Texas school administrator under fire

‘Teach opposing views on Holocaust’

Jake Berman addressing the school board meeting.Photo: NBC screenshot
Jake Berman addressing the school board meeting.Photo: NBC screenshot

JEWS in the Texas school district where an administrator told teachers that a new state law meant they should include “opposing” views of the Holocaust in their classrooms are speaking out against her statement and the law that prompted it.

“The facts are that there are not two sides to the Holocaust,” Jake Berman, an alumni of the district said at a school board meeting, reported on NBC.

“The Nazis systematically killed millions of people.”

He added, “There are not two sides to slavery. White Europeans enslaved black Africans in this country until June 19, 1865, a moment we’re barely 150 years removed from. There are not two sides to Jim Crow. There are not two sides to racism and that same oppression continues today.”

Last month, the administrator was recorded telling teachers in the Carroll Independent School District that, in order to comply with a law requiring teaching “diverse and contending perspectives” on controversial issues, they would have to offer “opposing” and “other perspectives” on the Holocaust.

The administrator signalled that she was uncomfortable while she gave that guidance, and teachers at the meeting protested.

The law in question was motivated by growing Republican opposition to critical race theory, a concept in legal studies that says racism is baked into the country’s laws and institutions.

Opponents of the theory – including some Jewish activists – claim it is being taught broadly in schools with no room for opposing perspectives.

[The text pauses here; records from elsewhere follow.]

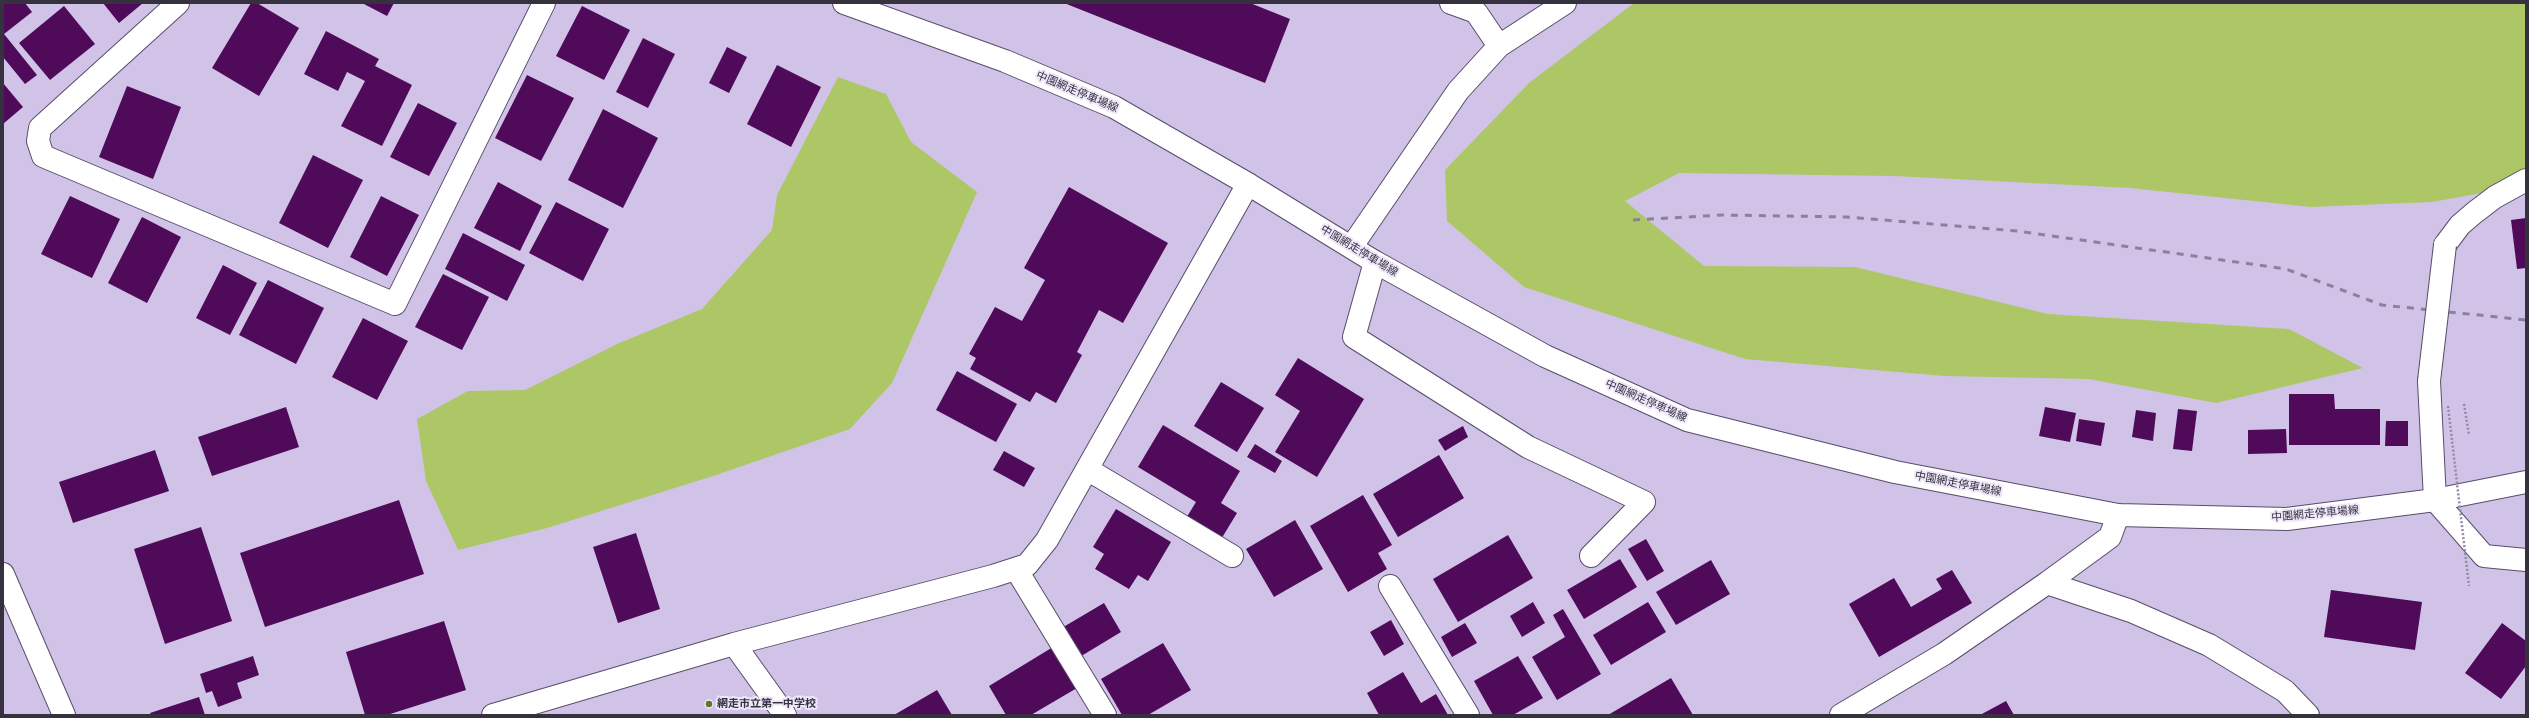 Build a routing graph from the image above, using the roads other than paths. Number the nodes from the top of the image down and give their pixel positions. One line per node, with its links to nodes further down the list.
1 (178, 3): 2 (street)
2 (544, 3)
3 (844, 3): 8 (street, 中園網走停車場線)
4 (1451, 3): 6 (street)
5 (1565, 3): 6 (street)
6 (1499, 46): 9 (street)
7 (2526, 180): 13 (street, bridge)
8 (1248, 184): 9 (street, 中園網走停車場線); 11 (street)
9 (1352, 246): 10 (street, 中園網走停車場線)
10 (1375, 262): 14 (street, 中園網走停車場線); 16 (street)
11 (1087, 469): 15 (street); 18 (street)
12 (2526, 482): 13 (street, 中園網走停車場線)
13 (2435, 500): 14 (street, 中園網走停車場線); 17 (street)
14 (2118, 515): 20 (street)
15 (1232, 556)
16 (1590, 556)
17 (2526, 560)
18 (1016, 569): 22 (street); 26 (street)
19 (3, 574): 23 (street)
20 (2047, 583): 28 (street); 29 (street)
21 (1390, 586): 27 (street)
22 (734, 644): 24 (street); 25 (street)
23 (64, 715)
24 (492, 715)
25 (785, 715)
26 (1104, 715)
27 (1468, 715)
28 (1841, 715)
29 (2308, 715) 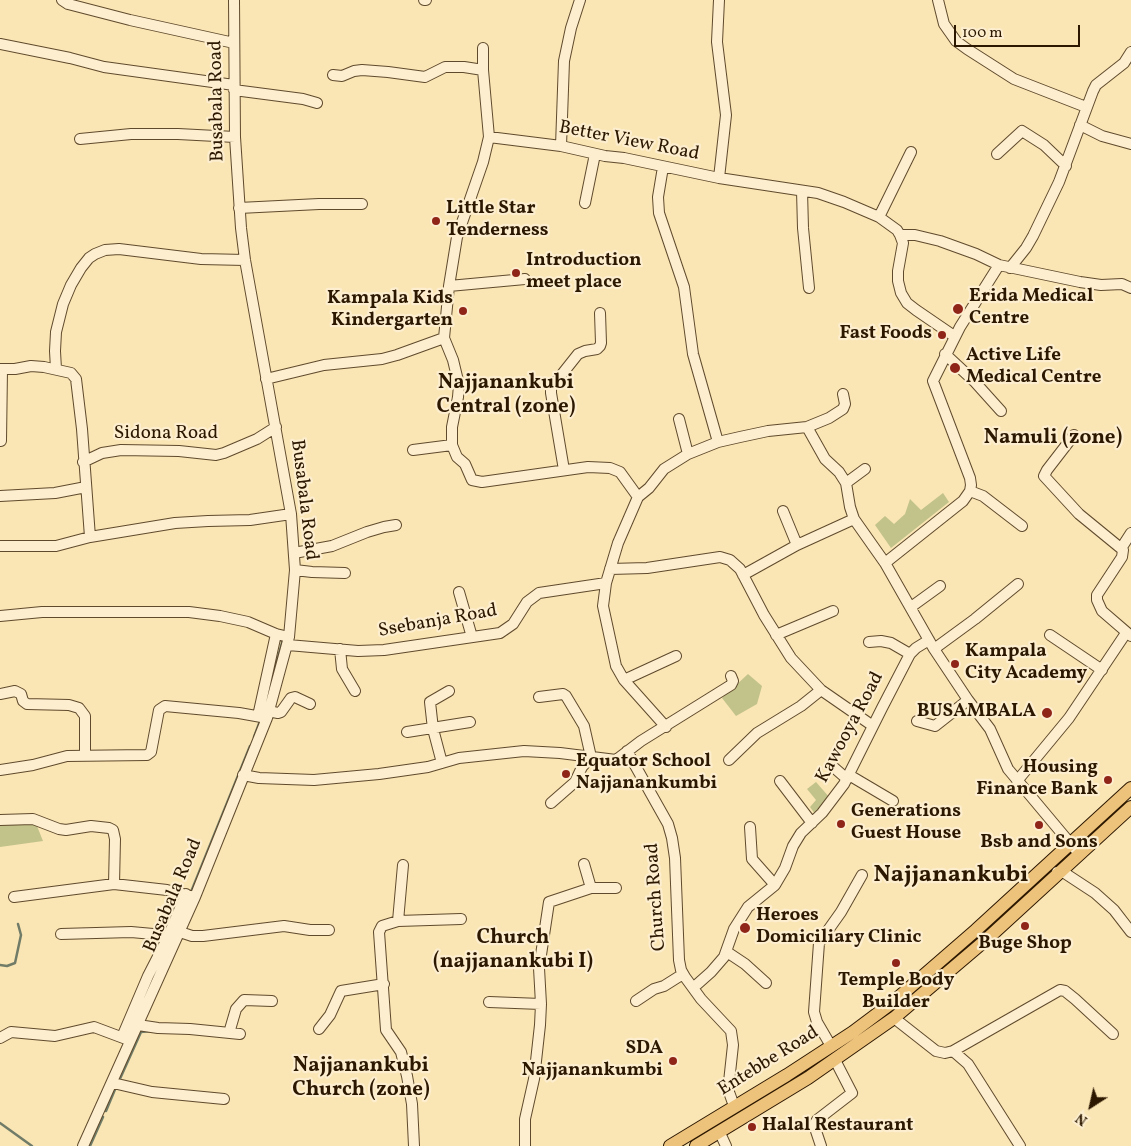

The superintendent of the school district has apologised for the administrator’s remarks, saying that “the comments made were in no way to convey that the Holocaust was anything less than a terrible event in history. Additionally, we recognise there are not two sides of the Holocaust.”

He added that the state law “does not require an opposing viewpoint on historical facts”.

Rob Forst, a parent in the district who identified himself at the school board meeting as a descendant of Holocaust survivors, called the administrator’s comments “completely unacceptable,” according to NBC News.

Berman said, “I was subject to a rash of bullying, almost all of which was antisemitic in nature. I received everything from jokes about my nose to gas chambers, all while studying for my bar mitzvah from a Holocaust survivor.

“The message you and the state are sending to your teachers opens the door for more of this type of behaviour in your students.

“If you don’t think that these same attacks are happening in your schools today with regard to someone’s skin colour, gender or religion, you are sorely mistaken.”